Activity => With the pictures left out, restate exactly the part below that opens with the line containing "thumb mcp: (1200, 950)" and closes with the line containing "index tip: (54, 64)".

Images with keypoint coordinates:
* * * * *

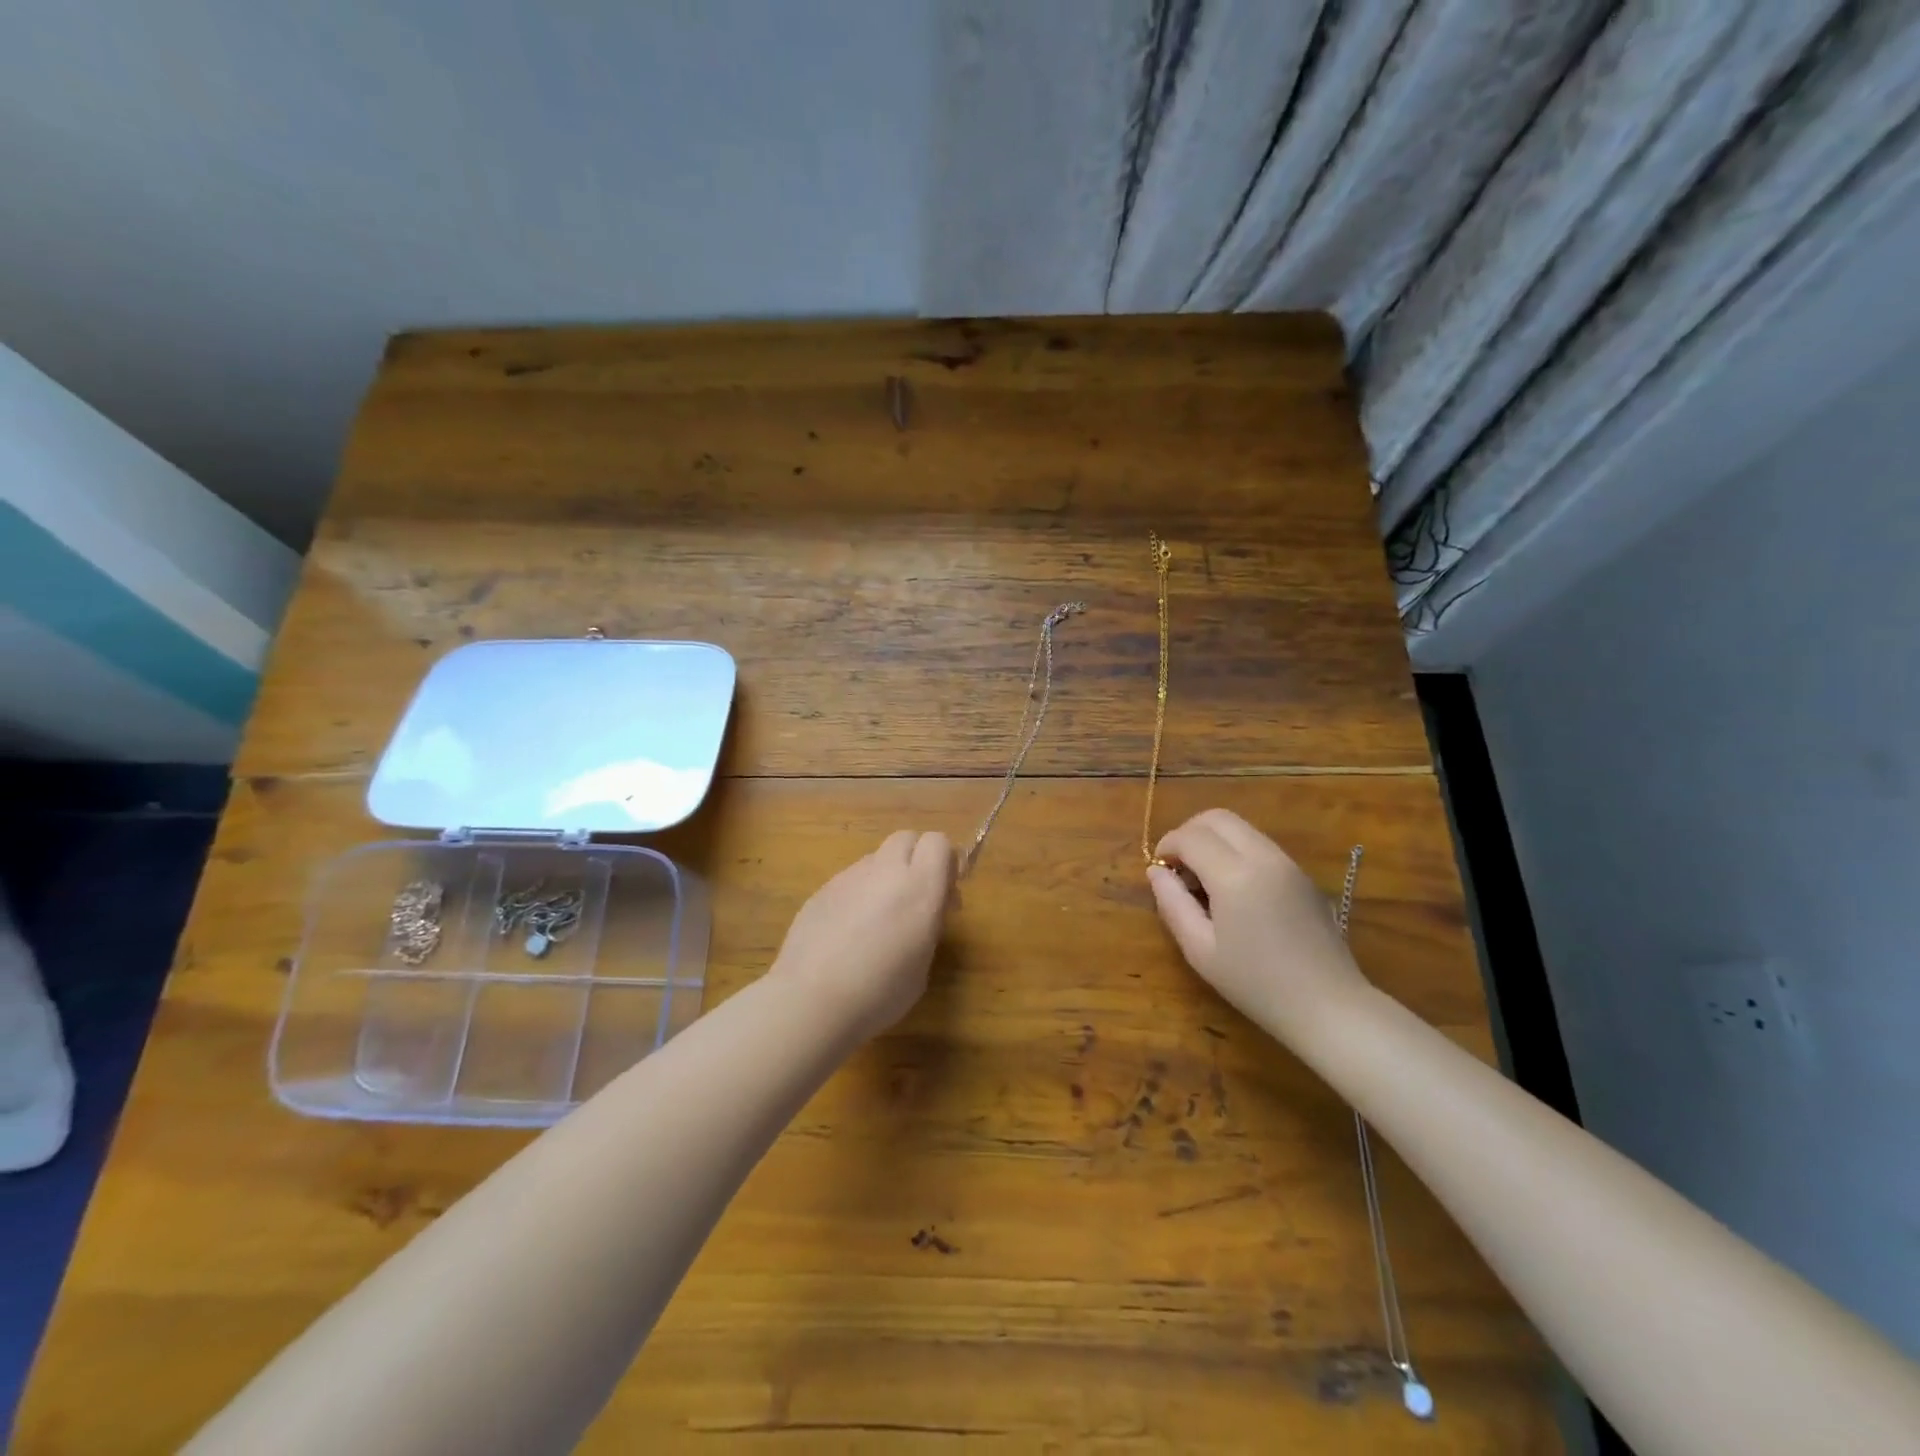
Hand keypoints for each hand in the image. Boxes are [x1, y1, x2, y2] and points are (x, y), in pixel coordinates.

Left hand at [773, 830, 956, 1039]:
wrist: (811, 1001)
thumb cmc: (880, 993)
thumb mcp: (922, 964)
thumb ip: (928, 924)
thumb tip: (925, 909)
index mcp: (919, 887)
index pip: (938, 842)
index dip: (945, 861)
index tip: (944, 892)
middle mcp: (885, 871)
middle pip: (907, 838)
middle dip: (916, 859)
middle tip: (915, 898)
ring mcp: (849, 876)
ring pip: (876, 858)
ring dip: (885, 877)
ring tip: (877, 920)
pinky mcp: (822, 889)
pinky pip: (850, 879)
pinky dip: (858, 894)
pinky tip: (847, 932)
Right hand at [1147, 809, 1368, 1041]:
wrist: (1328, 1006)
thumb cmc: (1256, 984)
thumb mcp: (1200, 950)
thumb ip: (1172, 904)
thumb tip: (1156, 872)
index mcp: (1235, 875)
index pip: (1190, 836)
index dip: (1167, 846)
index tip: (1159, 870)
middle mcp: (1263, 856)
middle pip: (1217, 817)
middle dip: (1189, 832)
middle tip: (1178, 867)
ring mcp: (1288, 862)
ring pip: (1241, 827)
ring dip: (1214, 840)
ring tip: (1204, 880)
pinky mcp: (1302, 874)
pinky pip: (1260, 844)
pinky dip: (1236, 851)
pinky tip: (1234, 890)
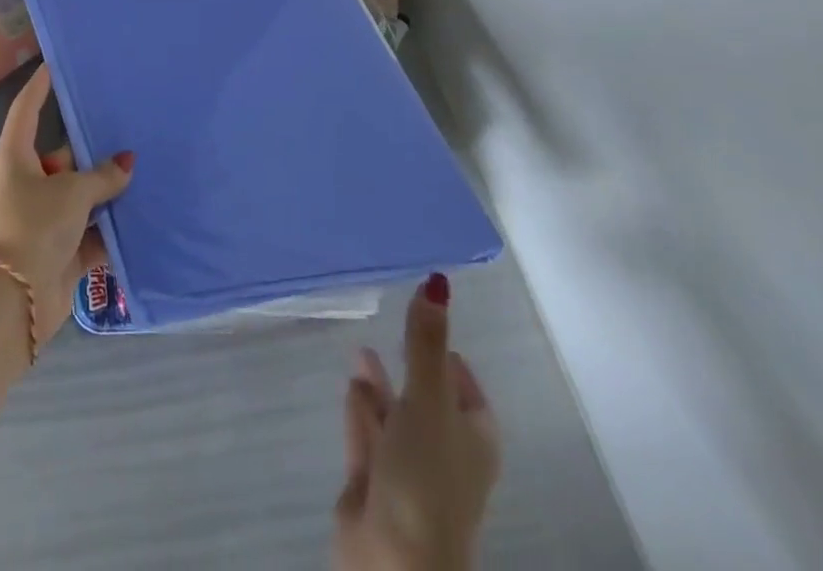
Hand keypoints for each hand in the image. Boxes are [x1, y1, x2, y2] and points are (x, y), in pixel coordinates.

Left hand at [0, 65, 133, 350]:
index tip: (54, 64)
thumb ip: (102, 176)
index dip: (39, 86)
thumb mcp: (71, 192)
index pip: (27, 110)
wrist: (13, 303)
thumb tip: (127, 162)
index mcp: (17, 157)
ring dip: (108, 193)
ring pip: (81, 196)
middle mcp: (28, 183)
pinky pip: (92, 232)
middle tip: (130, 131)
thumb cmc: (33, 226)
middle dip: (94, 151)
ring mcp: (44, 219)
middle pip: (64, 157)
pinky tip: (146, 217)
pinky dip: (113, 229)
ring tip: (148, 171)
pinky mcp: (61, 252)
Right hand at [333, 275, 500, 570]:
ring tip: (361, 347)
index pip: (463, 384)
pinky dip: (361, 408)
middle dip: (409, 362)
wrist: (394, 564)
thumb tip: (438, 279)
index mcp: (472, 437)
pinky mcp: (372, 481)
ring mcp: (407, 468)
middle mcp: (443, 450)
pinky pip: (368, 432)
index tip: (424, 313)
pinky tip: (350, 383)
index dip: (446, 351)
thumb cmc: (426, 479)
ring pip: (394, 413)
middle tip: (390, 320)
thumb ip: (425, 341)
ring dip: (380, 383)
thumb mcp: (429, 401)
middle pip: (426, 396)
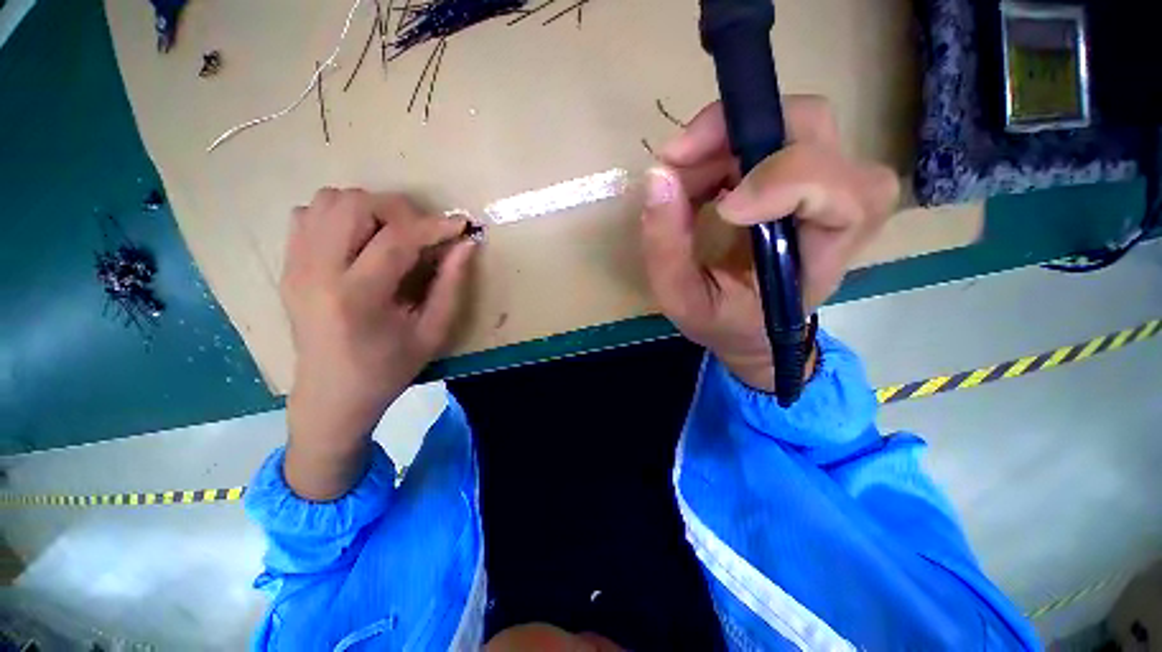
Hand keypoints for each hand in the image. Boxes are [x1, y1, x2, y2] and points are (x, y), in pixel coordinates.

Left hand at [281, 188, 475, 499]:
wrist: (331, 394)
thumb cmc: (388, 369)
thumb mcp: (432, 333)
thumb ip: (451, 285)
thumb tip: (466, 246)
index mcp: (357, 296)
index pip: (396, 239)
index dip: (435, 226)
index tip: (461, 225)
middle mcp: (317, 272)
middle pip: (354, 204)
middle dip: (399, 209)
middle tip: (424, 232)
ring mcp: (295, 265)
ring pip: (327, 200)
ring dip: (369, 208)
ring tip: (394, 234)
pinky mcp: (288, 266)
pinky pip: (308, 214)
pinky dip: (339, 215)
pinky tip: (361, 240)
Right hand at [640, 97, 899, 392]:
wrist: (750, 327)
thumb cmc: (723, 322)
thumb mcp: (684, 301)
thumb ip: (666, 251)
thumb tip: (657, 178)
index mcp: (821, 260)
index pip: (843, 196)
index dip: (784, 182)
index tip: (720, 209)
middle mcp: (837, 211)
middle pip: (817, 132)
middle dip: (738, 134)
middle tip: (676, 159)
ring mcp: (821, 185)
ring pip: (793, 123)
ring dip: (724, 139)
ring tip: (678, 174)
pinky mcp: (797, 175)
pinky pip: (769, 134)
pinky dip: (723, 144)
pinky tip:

* * * * *

Output for this exercise =>
thumb mcp: (1200, 950)
thumb ip: (1172, 904)
thumb tip: (1156, 872)
index mcp: (1235, 875)
index pip: (1190, 836)
index dip: (1167, 846)
index tip: (1159, 870)
middle mcp: (1263, 856)
middle pip: (1217, 817)
middle dip: (1189, 832)
middle tip: (1178, 867)
ring mcp: (1288, 862)
ring pip: (1241, 827)
ring dip: (1214, 840)
ring tip: (1204, 880)
pinky mcp: (1302, 874)
pinky pip: (1260, 844)
pinky dip: (1236, 851)
pinky tip: (1234, 890)
Hand keypoints for each hand in the image. Boxes are [x1, y1, x2, y2] and points are (x, y), in pixel coordinates.

Left hand at [0, 65, 133, 350]:
index tip: (54, 64)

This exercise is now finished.